◆ **Task input**
━━━

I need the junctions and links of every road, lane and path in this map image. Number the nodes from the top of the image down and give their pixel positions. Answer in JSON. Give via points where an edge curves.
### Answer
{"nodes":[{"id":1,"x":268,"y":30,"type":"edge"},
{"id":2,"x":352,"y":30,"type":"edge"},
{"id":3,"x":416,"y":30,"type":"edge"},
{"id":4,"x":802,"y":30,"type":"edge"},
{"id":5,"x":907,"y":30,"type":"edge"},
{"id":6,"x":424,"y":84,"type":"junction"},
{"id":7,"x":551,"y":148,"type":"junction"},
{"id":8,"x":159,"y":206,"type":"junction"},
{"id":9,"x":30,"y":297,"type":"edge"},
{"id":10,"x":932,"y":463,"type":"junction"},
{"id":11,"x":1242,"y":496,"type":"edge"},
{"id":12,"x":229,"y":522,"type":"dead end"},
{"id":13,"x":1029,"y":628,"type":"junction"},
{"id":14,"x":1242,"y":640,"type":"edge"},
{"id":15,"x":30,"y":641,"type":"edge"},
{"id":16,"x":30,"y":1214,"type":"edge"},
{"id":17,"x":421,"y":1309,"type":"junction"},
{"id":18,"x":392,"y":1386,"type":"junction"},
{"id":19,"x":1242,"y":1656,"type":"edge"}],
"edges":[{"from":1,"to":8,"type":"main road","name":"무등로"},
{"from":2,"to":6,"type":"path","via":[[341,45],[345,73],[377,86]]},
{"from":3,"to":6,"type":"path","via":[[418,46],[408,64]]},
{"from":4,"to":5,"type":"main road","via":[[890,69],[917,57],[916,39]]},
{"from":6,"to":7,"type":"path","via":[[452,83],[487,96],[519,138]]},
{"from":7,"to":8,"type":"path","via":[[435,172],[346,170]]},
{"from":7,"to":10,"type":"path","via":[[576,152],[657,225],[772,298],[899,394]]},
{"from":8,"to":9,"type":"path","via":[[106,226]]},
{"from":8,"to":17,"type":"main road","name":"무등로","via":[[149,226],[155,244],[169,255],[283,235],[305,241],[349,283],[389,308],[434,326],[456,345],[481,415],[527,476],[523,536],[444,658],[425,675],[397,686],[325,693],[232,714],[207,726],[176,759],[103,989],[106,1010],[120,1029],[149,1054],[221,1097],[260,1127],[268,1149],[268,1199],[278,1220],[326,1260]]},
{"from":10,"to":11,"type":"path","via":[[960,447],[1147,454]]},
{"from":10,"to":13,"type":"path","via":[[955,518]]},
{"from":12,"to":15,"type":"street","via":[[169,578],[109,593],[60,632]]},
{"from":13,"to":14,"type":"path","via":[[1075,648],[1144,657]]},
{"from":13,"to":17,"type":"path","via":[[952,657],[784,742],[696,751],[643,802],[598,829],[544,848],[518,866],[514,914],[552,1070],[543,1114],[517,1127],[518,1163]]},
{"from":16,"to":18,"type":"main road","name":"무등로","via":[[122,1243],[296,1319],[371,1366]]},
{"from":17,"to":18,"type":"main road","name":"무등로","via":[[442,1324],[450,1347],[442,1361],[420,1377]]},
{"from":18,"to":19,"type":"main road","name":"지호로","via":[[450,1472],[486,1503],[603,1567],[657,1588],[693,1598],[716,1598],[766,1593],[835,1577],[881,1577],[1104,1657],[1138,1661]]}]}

━━━

◆ **Problem description**
Every entry in the listing above is to be repeated verbatim.

◆ **Answer to this task**
I need the junctions and links of every road, lane and path in this map image. Number the nodes from the top of the image down and give their pixel positions. Answer in JSON. Give via points where an edge curves.
### Answer
{"nodes":[{"id":1,"x":268,"y":30,"type":"edge"},
{"id":2,"x":352,"y":30,"type":"edge"},
{"id":3,"x":416,"y":30,"type":"edge"},
{"id":4,"x":802,"y":30,"type":"edge"},
{"id":5,"x":907,"y":30,"type":"edge"},
{"id":6,"x":424,"y":84,"type":"junction"},
{"id":7,"x":551,"y":148,"type":"junction"},
{"id":8,"x":159,"y":206,"type":"junction"},
{"id":9,"x":30,"y":297,"type":"edge"},
{"id":10,"x":932,"y":463,"type":"junction"},
{"id":11,"x":1242,"y":496,"type":"edge"},
{"id":12,"x":229,"y":522,"type":"dead end"},
{"id":13,"x":1029,"y":628,"type":"junction"},
{"id":14,"x":1242,"y":640,"type":"edge"},
{"id":15,"x":30,"y":641,"type":"edge"},
{"id":16,"x":30,"y":1214,"type":"edge"},
{"id":17,"x":421,"y":1309,"type":"junction"},
{"id":18,"x":392,"y":1386,"type":"junction"},
{"id":19,"x":1242,"y":1656,"type":"edge"}],
"edges":[{"from":1,"to":8,"type":"main road","name":"무등로"},
{"from":2,"to":6,"type":"path","via":[[341,45],[345,73],[377,86]]},
{"from":3,"to":6,"type":"path","via":[[418,46],[408,64]]},
{"from":4,"to":5,"type":"main road","via":[[890,69],[917,57],[916,39]]},
{"from":6,"to":7,"type":"path","via":[[452,83],[487,96],[519,138]]},
{"from":7,"to":8,"type":"path","via":[[435,172],[346,170]]},
{"from":7,"to":10,"type":"path","via":[[576,152],[657,225],[772,298],[899,394]]},
{"from":8,"to":9,"type":"path","via":[[106,226]]},
{"from":8,"to":17,"type":"main road","name":"무등로","via":[[149,226],[155,244],[169,255],[283,235],[305,241],[349,283],[389,308],[434,326],[456,345],[481,415],[527,476],[523,536],[444,658],[425,675],[397,686],[325,693],[232,714],[207,726],[176,759],[103,989],[106,1010],[120,1029],[149,1054],[221,1097],[260,1127],[268,1149],[268,1199],[278,1220],[326,1260]]},
{"from":10,"to":11,"type":"path","via":[[960,447],[1147,454]]},
{"from":10,"to":13,"type":"path","via":[[955,518]]},
{"from":12,"to":15,"type":"street","via":[[169,578],[109,593],[60,632]]},
{"from":13,"to":14,"type":"path","via":[[1075,648],[1144,657]]},
{"from":13,"to":17,"type":"path","via":[[952,657],[784,742],[696,751],[643,802],[598,829],[544,848],[518,866],[514,914],[552,1070],[543,1114],[517,1127],[518,1163]]},
{"from":16,"to":18,"type":"main road","name":"무등로","via":[[122,1243],[296,1319],[371,1366]]},
{"from":17,"to":18,"type":"main road","name":"무등로","via":[[442,1324],[450,1347],[442,1361],[420,1377]]},
{"from":18,"to":19,"type":"main road","name":"지호로","via":[[450,1472],[486,1503],[603,1567],[657,1588],[693,1598],[716,1598],[766,1593],[835,1577],[881,1577],[1104,1657],[1138,1661]]}]}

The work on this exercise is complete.